Saturday, January 07, 2006

A Confederacy of Chiselers

The Feds have decided not to grant funding for the rebuilding of New Orleans' Ninth Ward for residential use, citing the neighborhoods chronic vulnerability to hurricane and flooding destruction, a decision that at first glance makes sense. In a rational world people would not choose to live in areas that are unstable--floods, earth quakes, tornados, etc. But of course the Feds have also chosen to overlook their yearly bailing out of devastation-prone areas located across the flood plains, earth quake, mudslide, fire and tornado alleys across the nation. Consider, for example, the near continual rebuilding of the coasts of Florida and California. Also, it begs to be noted that until Hurricane Katrina the levees in New Orleans worked surprisingly well until the natural barrier that helped slow previous hurricanes diminished to the point that by the time Katrina hit in 2005 there wasn't much swamp and forestation to cushion it's impact.
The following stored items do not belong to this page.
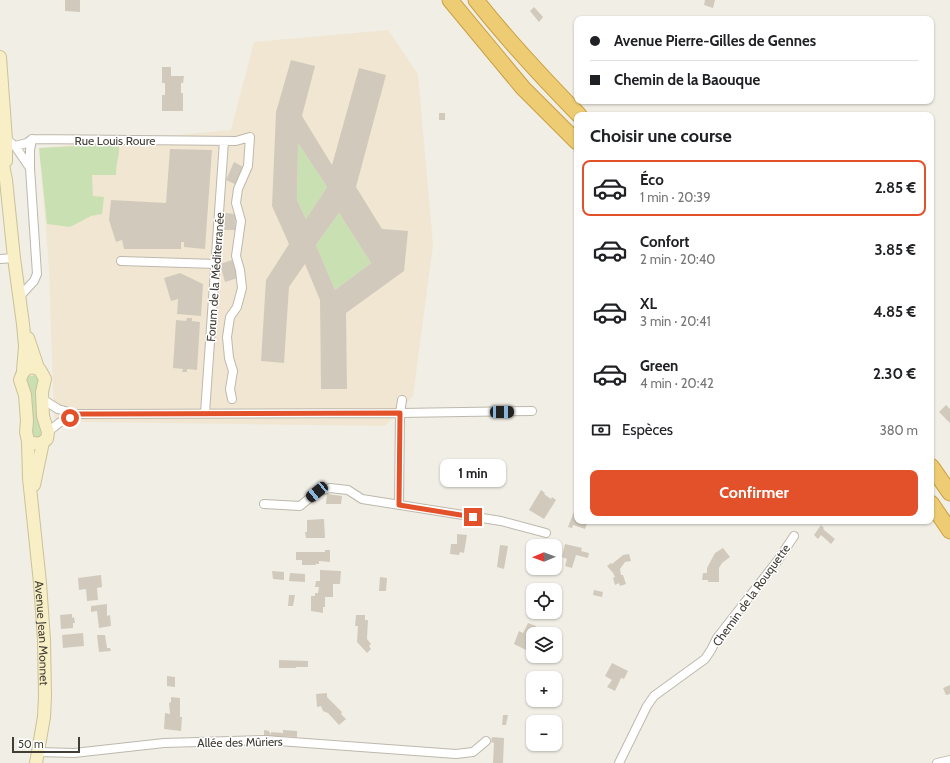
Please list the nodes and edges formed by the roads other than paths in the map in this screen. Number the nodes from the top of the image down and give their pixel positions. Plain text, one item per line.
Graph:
1 (450, 0) edge
2 (476, 0) edge
3 (0, 57) edge
4 (577, 112) edge
5 (574, 139) edge
6 (32, 140) junction
7 (224, 141) junction
8 (236, 141) joint
9 (5, 142) edge
10 (30, 168) junction
11 (14, 258) junction
12 (0, 259) edge
13 (121, 261) dead end
14 (216, 264) junction
15 (19, 298) junction
16 (23, 324) junction
17 (38, 368) junction
18 (23, 371) junction
19 (42, 399) junction
20 (232, 399) dead end
21 (402, 400) dead end
22 (532, 412) dead end
23 (205, 413) junction
24 (400, 413) junction
25 (76, 414) junction
26 (46, 437) junction
27 (28, 441) junction
28 (934, 470) edge
29 (950, 493) edge
30 (32, 502) junction
31 (264, 504) dead end
32 (399, 505) junction
33 (934, 507) edge
34 (950, 531) edge
35 (546, 533) dead end
36 (794, 536) dead end
37 (486, 741) dead end
38 (37, 757) edge
39 (950, 760) edge
40 (619, 763) edge
41 (937, 763) edge

1 - 5 highway
2 - 4 highway
3 - 9 main road
6 - 7 street, Rue Louis Roure
6 - 9 street, Rue Louis Roure
6 - 10 street
7 - 8 street, Rue Louis Roure
7 - 14 street, Forum de la Méditerranée
8 - 20 street, Forum de la Méditerranée
9 - 10 street
9 - 11 main road
10 - 15 street
11 - 12 street
11 - 15 main road
13 - 14 street
14 - 23 street, Forum de la Méditerranée
15 - 16 main road
16 - 17 main road
16 - 18 main road
17 - 18 main road
17 - 19 main road
18 - 27 main road, Avenue Jean Monnet
19 - 25 street
19 - 26 main road
21 - 24 street
22 - 24 street
23 - 24 street
23 - 25 street
24 - 32 street
25 - 26 street
26 - 27 main road
26 - 30 main road, Avenue Jean Monnet
27 - 30 main road, Avenue Jean Monnet
28 - 29 highway
30 - 38 main road, Avenue Jean Monnet
31 - 32 street
32 - 35 street
33 - 34 highway
36 - 40 street, Chemin de la Rouquette
37 - 38 street, Allée des Mûriers
39 - 41 street

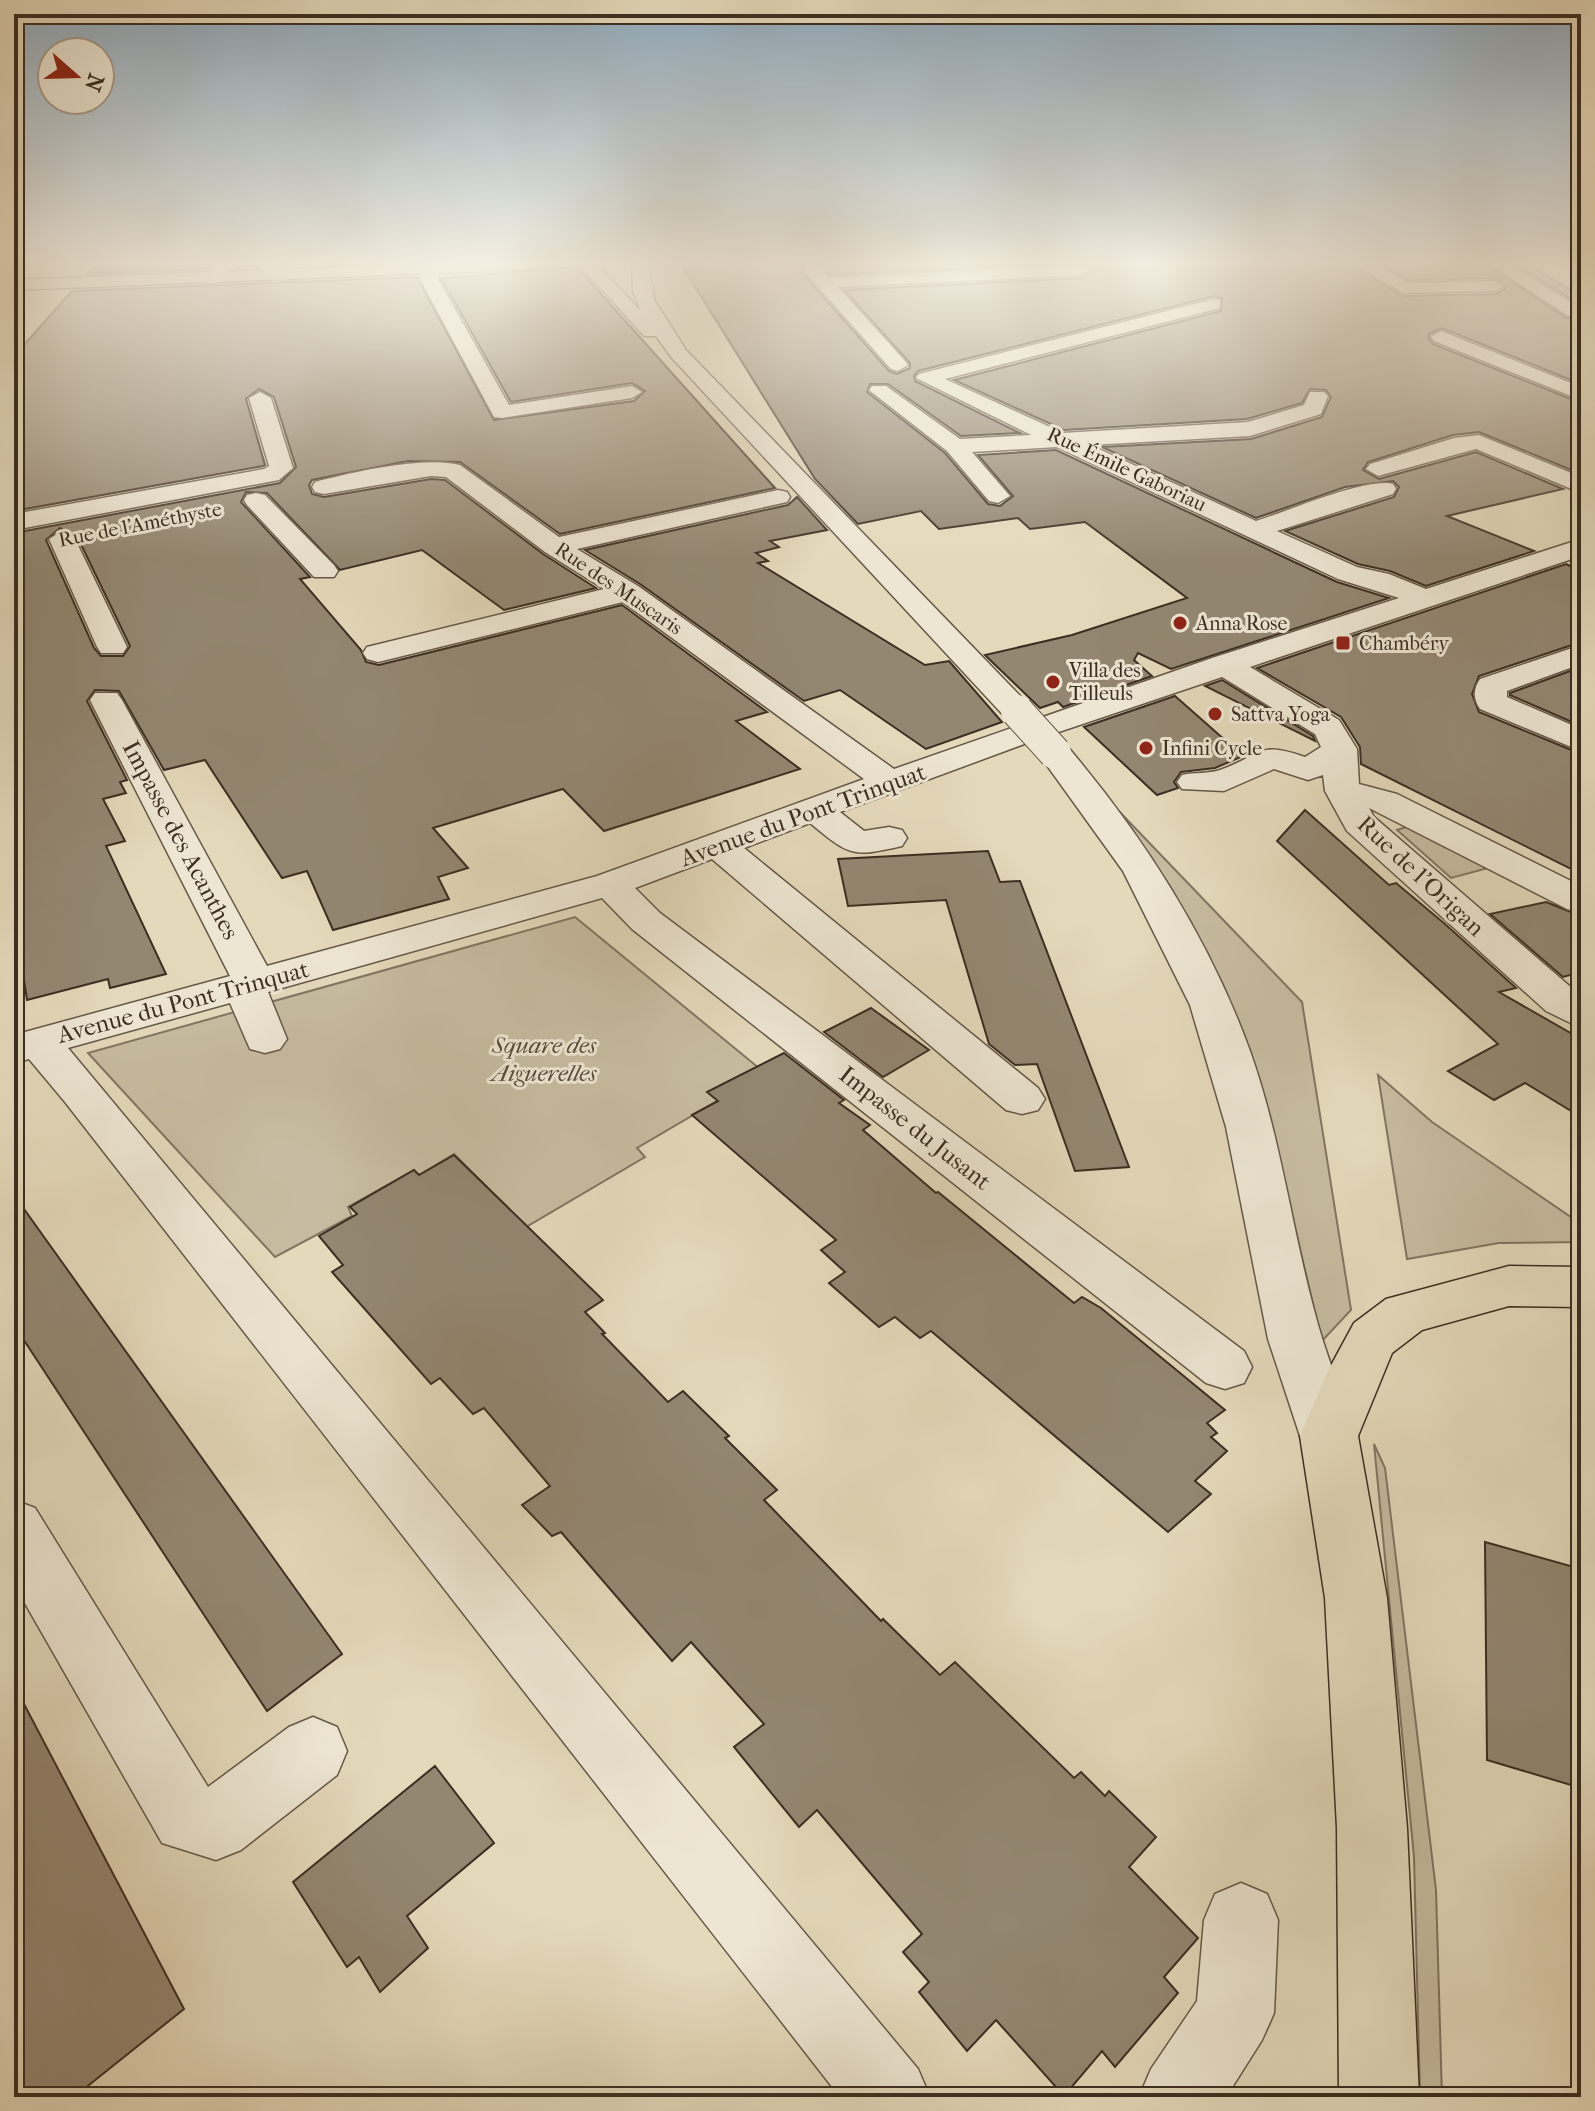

They could both strengthen that barrier and rebuild the levees to new, better levels of protectiveness, so why not allow the residents to move back, hmmmm? Is it rude of me to observe that the miraculous removal of nearly all of a poor and crime-prone class of people is a poor city's chamber of commerce bonanza? Let the land grab begin! So when sentimental readers of John Kennedy Toole make a pilgrimage to New Orleans to sample the locales and colorful characters he wrote about so engagingly they will discover instead a near life-like simulation created by some Disney-esque corporate giant.